▶ **Data for analysis**
--- START ---

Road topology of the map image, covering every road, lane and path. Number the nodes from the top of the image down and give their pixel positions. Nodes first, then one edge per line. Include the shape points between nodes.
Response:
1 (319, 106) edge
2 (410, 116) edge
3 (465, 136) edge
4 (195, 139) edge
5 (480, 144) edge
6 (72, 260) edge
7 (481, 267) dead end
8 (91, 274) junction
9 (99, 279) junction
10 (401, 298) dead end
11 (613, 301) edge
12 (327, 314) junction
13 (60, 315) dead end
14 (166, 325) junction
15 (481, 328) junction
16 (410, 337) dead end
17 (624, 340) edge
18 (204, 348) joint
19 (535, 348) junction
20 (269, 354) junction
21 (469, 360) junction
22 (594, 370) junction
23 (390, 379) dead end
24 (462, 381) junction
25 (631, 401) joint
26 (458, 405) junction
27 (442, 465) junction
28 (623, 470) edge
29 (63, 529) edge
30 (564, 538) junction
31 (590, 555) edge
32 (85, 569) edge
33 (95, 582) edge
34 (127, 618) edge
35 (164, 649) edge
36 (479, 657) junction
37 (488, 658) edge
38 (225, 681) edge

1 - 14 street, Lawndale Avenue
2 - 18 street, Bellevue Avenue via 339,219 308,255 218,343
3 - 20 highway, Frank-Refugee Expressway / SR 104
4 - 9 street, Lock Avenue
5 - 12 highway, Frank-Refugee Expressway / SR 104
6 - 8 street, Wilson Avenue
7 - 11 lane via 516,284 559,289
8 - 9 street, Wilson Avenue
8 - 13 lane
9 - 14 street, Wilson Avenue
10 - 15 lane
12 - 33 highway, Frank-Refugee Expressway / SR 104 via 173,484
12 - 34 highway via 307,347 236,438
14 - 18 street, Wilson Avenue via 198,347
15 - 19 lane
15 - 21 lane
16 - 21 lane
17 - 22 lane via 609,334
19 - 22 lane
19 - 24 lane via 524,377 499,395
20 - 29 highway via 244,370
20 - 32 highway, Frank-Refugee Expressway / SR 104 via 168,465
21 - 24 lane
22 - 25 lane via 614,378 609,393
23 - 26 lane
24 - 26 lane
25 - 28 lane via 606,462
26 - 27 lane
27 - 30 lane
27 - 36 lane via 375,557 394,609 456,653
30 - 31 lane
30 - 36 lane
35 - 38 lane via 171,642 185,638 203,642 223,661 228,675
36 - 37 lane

--- END ---

▶ **Task directions**
Within the entries above, find each line where "street" appears; copy every one.

▶ **The answer**
1 - 14 street, Lawndale Avenue
2 - 18 street, Bellevue Avenue via 339,219 308,255 218,343
4 - 9 street, Lock Avenue
6 - 8 street, Wilson Avenue
8 - 9 street, Wilson Avenue
9 - 14 street, Wilson Avenue
14 - 18 street, Wilson Avenue via 198,347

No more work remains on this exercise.